I cannot remember observing such panic in the press or financial markets as has been building this weekend. Notably, the put/call ratio finished high on Friday. But I don’t need any fear gauges to sense that panic is in the air over the Fed and Ukraine.
Oil is approaching $100 a barrel because of the tensions in Ukraine. Interest rates have already spiked because the Fed needs to raise them. If Russia were to invade Ukraine, it would put the Fed rate increases on hold anyway.
I will have a video out in a few hours, but in the meantime, here are a few thoughts and my current Day Trading Screen:
I will republish the screen with key levels tomorrow morning and detailed options information, including the Gamma Flip level and the Volatility Trigger.
We have the Weekly Expected Move and January lows plus two important uptrend lines, all in the same region to support the market. I don’t expect the market to punch through the area except in a full-on panic and Ukraine invasion.
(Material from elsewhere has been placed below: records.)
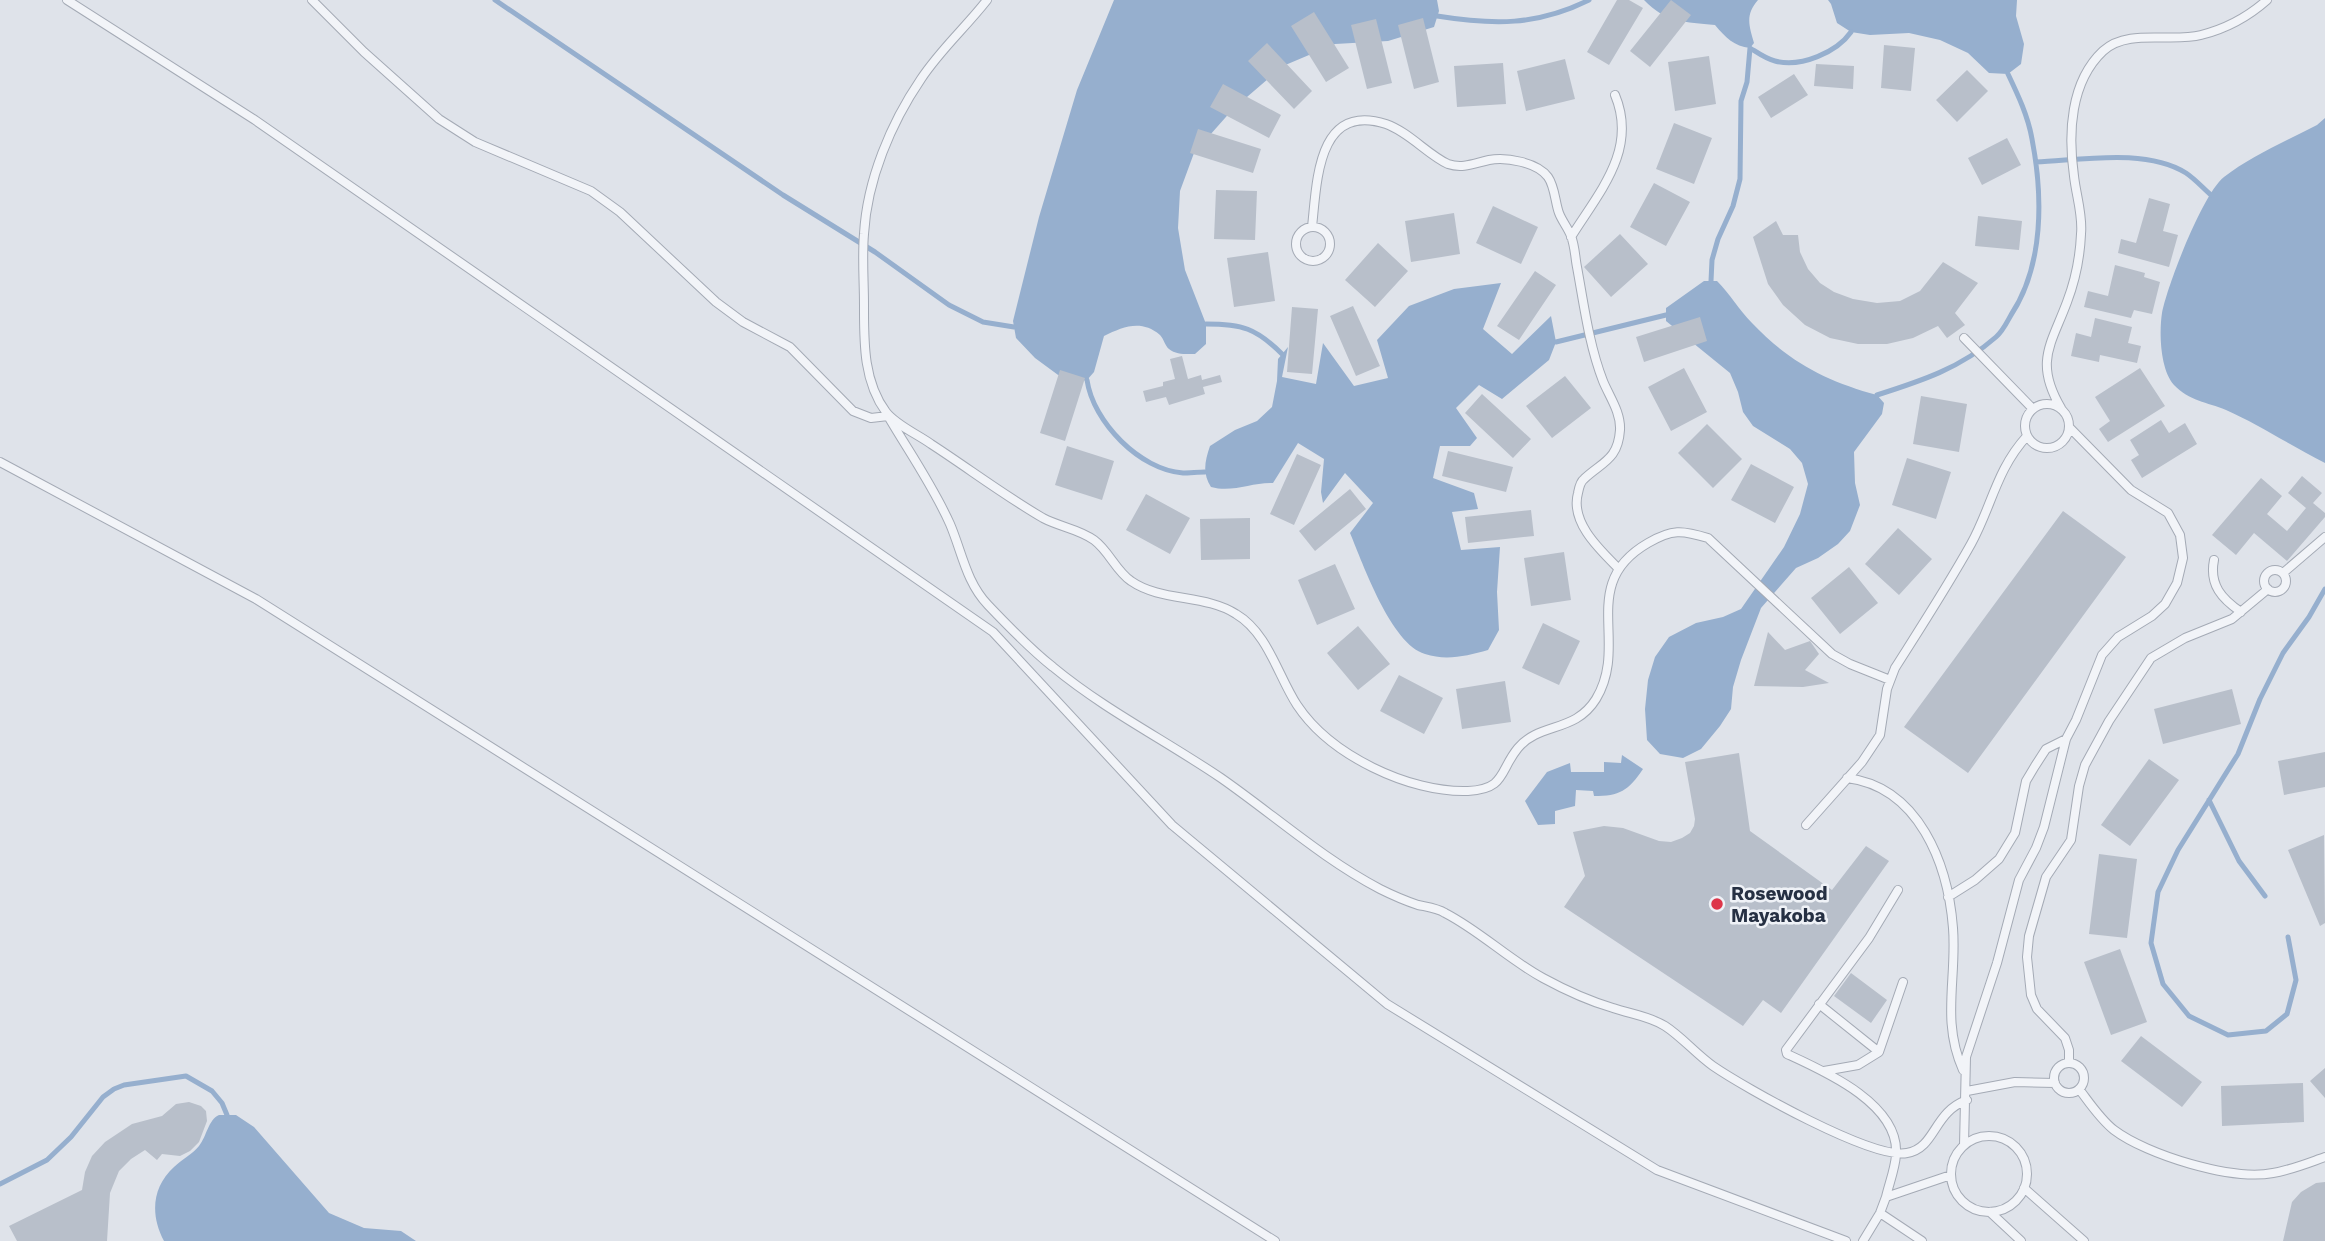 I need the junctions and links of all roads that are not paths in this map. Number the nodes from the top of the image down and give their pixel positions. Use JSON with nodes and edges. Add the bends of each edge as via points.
{"nodes":[{"id":1,"x":67,"y":0,"type":"edge"},
{"id":2,"x":312,"y":0,"type":"edge"},
{"id":3,"x":987,"y":0,"type":"edge"},
{"id":4,"x":2267,"y":0,"type":"edge"},
{"id":5,"x":1615,"y":95,"type":"dead end"},
{"id":6,"x":1311,"y":227,"type":"junction"},
{"id":7,"x":1571,"y":237,"type":"junction"},
{"id":8,"x":1966,"y":340,"type":"dead end"},
{"id":9,"x":2032,"y":408,"type":"junction"},
{"id":10,"x":2061,"y":408,"type":"junction"},
{"id":11,"x":888,"y":415,"type":"junction"},
{"id":12,"x":2070,"y":428,"type":"junction"},
{"id":13,"x":2027,"y":436,"type":"junction"},
{"id":14,"x":0,"y":463,"type":"edge"},
{"id":15,"x":2325,"y":537,"type":"edge"},
{"id":16,"x":2214,"y":560,"type":"dead end"},
{"id":17,"x":1618,"y":568,"type":"junction"},
{"id":18,"x":2283,"y":573,"type":"junction"},
{"id":19,"x":2268,"y":589,"type":"junction"},
{"id":20,"x":2241,"y":612,"type":"junction"},
{"id":21,"x":1890,"y":680,"type":"junction"},
{"id":22,"x":2066,"y":739,"type":"junction"},
{"id":23,"x":1847,"y":778,"type":"junction"},
{"id":24,"x":1806,"y":825,"type":"dead end"},
{"id":25,"x":1898,"y":890,"type":"dead end"},
{"id":26,"x":1948,"y":897,"type":"junction"},
{"id":27,"x":1903,"y":982,"type":"dead end"},
{"id":28,"x":1819,"y":1004,"type":"junction"},
{"id":29,"x":1879,"y":1052,"type":"junction"},
{"id":30,"x":2069,"y":1063,"type":"junction"},
{"id":31,"x":1824,"y":1071,"type":"junction"},
{"id":32,"x":1965,"y":1073,"type":"junction"},
{"id":33,"x":2054,"y":1083,"type":"junction"},
{"id":34,"x":2079,"y":1088,"type":"junction"},
{"id":35,"x":1967,"y":1095,"type":"junction"},
{"id":36,"x":1964,"y":1145,"type":"junction"},
{"id":37,"x":1896,"y":1153,"type":"junction"},
{"id":38,"x":2325,"y":1157,"type":"edge"},
{"id":39,"x":1951,"y":1175,"type":"junction"},
{"id":40,"x":2024,"y":1188,"type":"junction"},
{"id":41,"x":1886,"y":1197,"type":"junction"},
{"id":42,"x":1990,"y":1212,"type":"junction"},
{"id":43,"x":1880,"y":1213,"type":"junction"},
{"id":44,"x":1275,"y":1241,"type":"edge"},
{"id":45,"x":1846,"y":1241,"type":"edge"},
{"id":46,"x":1863,"y":1241,"type":"edge"},
{"id":47,"x":1922,"y":1241,"type":"edge"},
{"id":48,"x":2021,"y":1241,"type":"edge"},
{"id":49,"x":2084,"y":1241,"type":"edge"}],
"edges":[{"from":1,"to":45,"type":"lane","via":[[255,120],[993,632],[1172,825],[1387,1004],[1657,1170]]},
{"from":2,"to":11,"type":"lane","via":[[439,119],[475,142],[591,191],[620,212],[716,302],[743,323],[790,347],[853,411],[871,418]]},
{"from":3,"to":11,"type":"lane","via":[[903,107],[875,178],[863,234],[865,356],[871,382]]},
{"from":4,"to":10,"type":"lane","via":[[2245,16],[2200,35],[2127,40],[2105,49],[2090,66],[2072,115],[2073,173],[2082,232],[2078,259],[2047,352],[2054,397]]},
{"from":5,"to":7,"type":"lane","via":[[1622,113],[1622,138],[1614,166]]},
{"from":6,"to":6,"type":"lane","via":[[1301,232],[1296,248],[1306,260],[1318,261],[1327,255],[1330,239]]},
{"from":6,"to":7,"type":"lane","via":[[1325,147],[1338,127],[1360,121],[1385,124],[1448,164],[1470,167],[1509,159],[1535,167],[1548,177]]},
{"from":7,"to":17,"type":"lane","via":[[1593,345],[1620,429],[1609,460],[1581,480],[1577,513]]},
{"from":8,"to":9,"type":"lane"},
{"from":9,"to":10,"type":"lane","via":[[2046,403]]},
{"from":9,"to":13,"type":"lane","via":[[2025,421]]},
{"from":10,"to":12,"type":"lane"},
{"from":11,"to":17,"type":"lane","via":[[1047,520],[1097,542],[1127,579],[1234,612],[1253,626],[1298,708],[1318,729],[1374,769],[1432,789],[1483,790],[1500,780],[1519,747],[1587,712],[1606,678],[1607,609]]},
{"from":11,"to":37,"type":"lane","via":[[950,525],[968,577],[985,603],[1073,683],[1380,889],[1441,910],[1541,977],[1574,993],[1664,1026],[1710,1064],[1789,1111]]},
{"from":12,"to":13,"type":"lane","via":[[2063,442],[2050,448],[2037,446]]},
{"from":12,"to":22,"type":"lane","via":[[2132,490],[2168,513],[2180,535],[2183,558],[2177,583],[2165,604],[2118,637],[2102,655]]},
{"from":13,"to":21,"type":"lane","via":[[2011,453],[1972,543]]},
{"from":14,"to":44,"type":"lane","via":[[256,599]]},
{"from":15,"to":18,"type":"lane"},
{"from":16,"to":20,"type":"lane","via":[[2214,584]]},
{"from":17,"to":21,"type":"lane","via":[[1630,554],[1669,532],[1708,538],[1832,654]]},
{"from":18,"to":19,"type":"lane","via":[[2282,589]]},
{"from":18,"to":19,"type":"lane","via":[[2267,573]]},
{"from":19,"to":20,"type":"lane"},
{"from":20,"to":30,"type":"lane","via":[[2151,658],[2085,765],[2071,840],[2046,877],[2027,957],[2031,995],[2037,1009],[2065,1038]]},
{"from":21,"to":23,"type":"lane","via":[[1880,735]]},
{"from":22,"to":26,"type":"lane","via":[[2046,749],[2026,781],[2015,833],[1999,859]]},
{"from":22,"to":32,"type":"lane","via":[[2044,827],[2019,880]]},
{"from":23,"to":24,"type":"lane"},
{"from":23,"to":26,"type":"lane","via":[[1881,789],[1907,806],[1926,831]]},
{"from":25,"to":28,"type":"lane"},
{"from":26,"to":32,"type":"lane","via":[[1953,928],[1950,1023]]},
{"from":27,"to":29,"type":"lane"},
{"from":28,"to":29,"type":"lane"},
{"from":28,"to":31,"type":"lane","via":[[1786,1050]]},
{"from":29,"to":31,"type":"lane","via":[[1858,1065]]},
{"from":30,"to":33,"type":"lane","via":[[2056,1069]]},
{"from":30,"to":34,"type":"lane","via":[[2078,1066],[2083,1075]]},
{"from":31,"to":37,"type":"lane","via":[[1881,1112]]},
{"from":32,"to":35,"type":"lane"},
{"from":33,"to":34,"type":"lane","via":[[2066,1093]]},
{"from":33,"to":35,"type":"lane","via":[[2015,1082]]},
{"from":34,"to":38,"type":"lane","via":[[2113,1129],[2151,1149],[2222,1172],[2273,1173]]},
{"from":35,"to":36,"type":"lane"},
{"from":35,"to":37,"type":"lane","via":[[1946,1111],[1919,1149]]},
{"from":36,"to":39,"type":"lane"},
{"from":36,"to":40,"type":"lane","via":[[1987,1136],[2011,1143],[2025,1164]]},
{"from":37,"to":41,"type":"lane"},
{"from":39,"to":41,"type":"lane"},
{"from":39,"to":42,"type":"lane","via":[[1959,1197]]},
{"from":40,"to":42,"type":"lane","via":[[2011,1205]]},
{"from":40,"to":49,"type":"lane"},
{"from":41,"to":43,"type":"lane"},
{"from":42,"to":48,"type":"lane"},
{"from":43,"to":46,"type":"lane"},
{"from":43,"to":47,"type":"lane"}]}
Then, and only then, would I target a C-wave move (equal to the first down leg) that would temporarily take the market to the 4000 region.
Week after week, we observe how powerful the Weekly Expected Moves are on both ends of the range. These critical levels limit most weekly rallies and declines. Look no further than last week, when the WEM low stopped the slide despite the Friday panic. And even in the early week rally, the WEM high stopped the advance (see below).
In the famous movie line, Gordon Gecko emphatically stated that “Greed is Good.” He had it dead wrong respecting the stock market. “Fear” is good for the market, and there is plenty of it to go around right now. This moment could morph into that “sold the rumor – buy the news” opportunity.
We sold the rumor, and our strategies are 100% cash. We have had exceptional gains for the year so far. But cash is trash in a low-interest rate, inflationary environment. We will patiently await the right moment to redeploy some of our cash.
There are powerful short-covering rallies when fear has run its course, even in a bear market.